GDELT monitors the world’s news media from nearly every corner of every country in print, broadcast, and web formats, in over 100 languages, every moment of every day.
Global Reach
GDELT monitors print, broadcast, and web news media in over 100 languages from across every country in the world to keep continually updated on breaking developments anywhere on the planet. Its historical archives stretch back to January 1, 1979 and update daily (soon to be every 15 minutes). Through its ability to leverage the world’s collective news media, GDELT moves beyond the focus of the Western media towards a far more global perspective on what’s happening and how the world is feeling about it.
Emerging Media
From the Global Twitter Heartbeat to the SyFy Opposite Worlds Show (and many more to be announced shortly) we are exploring how social media is used around the world and how people and societies express themselves and talk about the world online. As these projects increase our collective understanding of the social sphere and especially how it is used in the non-Western world, we will be increasingly integrating social media into GDELT’s monitoring streams.
Historical Breadth
In the words of George Santayana “those who cannot remember the past are condemned to repeat it” – history is highly cyclic and contemporary events are often deeply rooted in historical contexts, making the understanding of the past of critical importance to interpreting the present. Already GDELT is the first truly multi-decade global event database and through an array of collaborations and partnerships we are expanding GDELT’s coverage all the way back to the year 1800, which, when complete, will offer more than two centuries of codified global history.
Translation
Even the largest teams of human translators cannot read and translate every word published by the world’s news media each day.

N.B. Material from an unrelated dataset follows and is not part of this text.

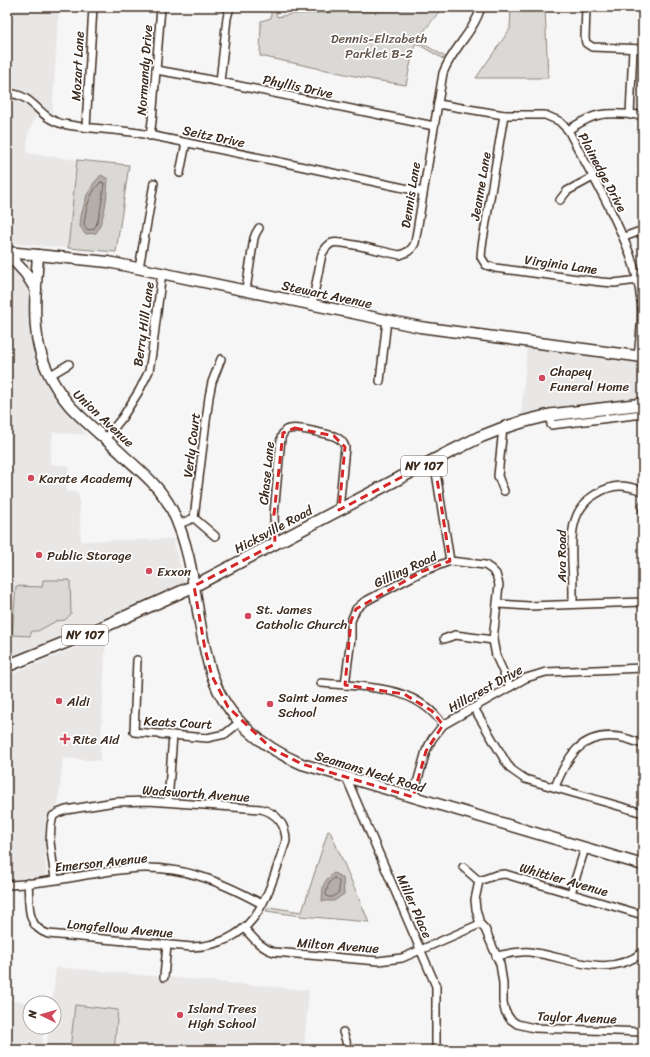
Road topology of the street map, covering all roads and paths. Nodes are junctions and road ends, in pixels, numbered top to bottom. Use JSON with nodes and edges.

The GDELT Translingual platform represents what we believe is the largest realtime streaming news machine translation deployment in the world: all global news that GDELT monitors in 65 languages, representing 98.4% of its daily non-English monitoring volume, is translated in realtime into English and processed.
“The GDELT Project is an initiative to construct a catalog of human societal-scale behavior and beliefs across all countries of the world, connecting every person, organization, location, count, theme, news source, and event across the planet into a single massive network that captures what’s happening around the world, what its context is and who’s involved, and how the world is feeling about it, every single day.”